Berbagai faktor pada orang tua yang bisa menambah seringnya anak marah-marah, antara lain sikap orang tua yang terlalu banyak mengkritik tingkah laku anak. Karena anak dalam masa latihan dan belajar, kesalahan-kesalahan merupakan suatu hal yang umum. Namun, bagi orang tua yang bersifat suka mengkritik, setiap tingkah laku menjadi obyek kritikan. Hal ini tentunya menimbulkan perasaan kesal pada anak yang disalurkan melalui kemarahan.
Begitu juga sikap orang tua yan terlalu cemas dan khawatir mengenai anaknya. Anak selalu dilindungi dan diawasi secara ketat, hal yang tidak bisa diterima oleh si anak. Anak merasa sangat terhambat dalam pelaksanaan keinginan-keinginannya, yang mengakibatkan lagi kemarahan. Sama pula halnya dengan sikap orang tua yang terlalu teliti, yang belum dapat diikuti oleh anak. Sikap yang terlalu teliti, lebih-lebih dalam hal mencari kesalahan dan kekurangan anak, sering menimbulkan perasaan putus asa pada anak yang mengandung sifat-sifat dendam yang tersalur melalui kemarahan.
Secara teoretis, pengalaman marah yang sederhana atau elementer berangkat dari kesadaran reaksi fisik, pikiran dan memori. Sementara, rasa takut elementer menyertai kecenderungan menghindar dan tampaknya berkembang dari pikiran, ingatan, reaksi ekspresif-motorik, dan sensasi fisiologis berkaitan dengan kecenderungan menghindar dari situasi tak enak.
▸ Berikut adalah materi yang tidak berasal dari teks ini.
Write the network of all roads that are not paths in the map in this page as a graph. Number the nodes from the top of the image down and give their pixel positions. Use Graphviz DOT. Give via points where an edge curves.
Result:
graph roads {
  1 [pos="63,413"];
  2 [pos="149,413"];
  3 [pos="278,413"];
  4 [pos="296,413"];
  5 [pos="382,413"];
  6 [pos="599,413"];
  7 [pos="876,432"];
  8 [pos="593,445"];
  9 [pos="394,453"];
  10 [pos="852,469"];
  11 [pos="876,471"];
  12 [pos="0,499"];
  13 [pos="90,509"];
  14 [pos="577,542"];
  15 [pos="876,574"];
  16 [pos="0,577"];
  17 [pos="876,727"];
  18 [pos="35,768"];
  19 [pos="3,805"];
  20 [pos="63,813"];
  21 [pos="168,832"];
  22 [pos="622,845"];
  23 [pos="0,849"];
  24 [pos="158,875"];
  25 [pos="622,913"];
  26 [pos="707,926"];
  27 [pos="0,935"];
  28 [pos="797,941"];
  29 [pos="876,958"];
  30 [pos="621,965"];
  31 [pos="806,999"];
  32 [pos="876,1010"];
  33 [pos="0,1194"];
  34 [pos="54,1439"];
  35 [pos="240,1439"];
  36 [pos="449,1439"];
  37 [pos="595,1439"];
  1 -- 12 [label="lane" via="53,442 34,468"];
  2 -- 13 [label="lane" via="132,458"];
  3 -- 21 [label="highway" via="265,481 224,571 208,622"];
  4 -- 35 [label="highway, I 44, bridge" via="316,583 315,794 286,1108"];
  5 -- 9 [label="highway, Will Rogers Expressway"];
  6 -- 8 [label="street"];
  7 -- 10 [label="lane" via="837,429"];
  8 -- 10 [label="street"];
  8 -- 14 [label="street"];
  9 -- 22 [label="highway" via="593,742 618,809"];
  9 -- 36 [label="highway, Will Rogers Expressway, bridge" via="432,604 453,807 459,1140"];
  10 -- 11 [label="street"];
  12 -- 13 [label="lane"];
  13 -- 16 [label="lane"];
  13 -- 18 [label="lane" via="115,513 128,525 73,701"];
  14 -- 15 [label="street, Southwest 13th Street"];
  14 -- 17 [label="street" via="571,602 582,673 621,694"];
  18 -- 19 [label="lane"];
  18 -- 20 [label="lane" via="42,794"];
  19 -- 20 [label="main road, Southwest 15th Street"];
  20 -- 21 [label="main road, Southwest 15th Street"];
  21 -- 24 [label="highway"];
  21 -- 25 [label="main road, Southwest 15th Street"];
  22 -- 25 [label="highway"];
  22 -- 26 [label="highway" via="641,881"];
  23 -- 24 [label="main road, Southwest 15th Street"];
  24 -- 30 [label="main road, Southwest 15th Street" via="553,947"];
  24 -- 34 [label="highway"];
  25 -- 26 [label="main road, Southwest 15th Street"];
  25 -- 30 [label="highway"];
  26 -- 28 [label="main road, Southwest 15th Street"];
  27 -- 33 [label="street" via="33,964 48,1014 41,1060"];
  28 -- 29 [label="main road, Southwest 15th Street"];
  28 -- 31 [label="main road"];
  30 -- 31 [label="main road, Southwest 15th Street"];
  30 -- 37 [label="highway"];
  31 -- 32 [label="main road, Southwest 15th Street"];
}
Pada tahap berikutnya perasaan emosional yang lebih berkembang muncul karena berkembangnya pikiran. Orang yang terganggu mengaitkan perasaannya dengan penyebab tertentu, memikirkan kemungkinan akibat kejadian itu, memperhitungkan pengalaman sebelumnya dan aturan sosial tentang emosi yang pas untuk situasi itu, dan mencocokkan sensasi serta pikirannya dengan konsepsi mereka tentang jenis emosi yang bisa muncul dalam keadaan itu. Jika mempunyai gagasan dan ingatan agresif, kita juga cenderung mempunyai perasaan dan reaksi-reaksi tubuh yang berhubungan dengan agresi; sehingga kita mungkin merasa marah. Kita bisa membuat diri kita marah, bukan hanya karena memikirkan kesalahan yang dilakukan orang terhadap kita, tetapi juga karena berulang-ulang memikirkan keinginan untuk menyakiti mereka yang berkaitan dengan kekerasan, dan selanjutnya mengaktifkan pikiran agresif dan perasaan marah.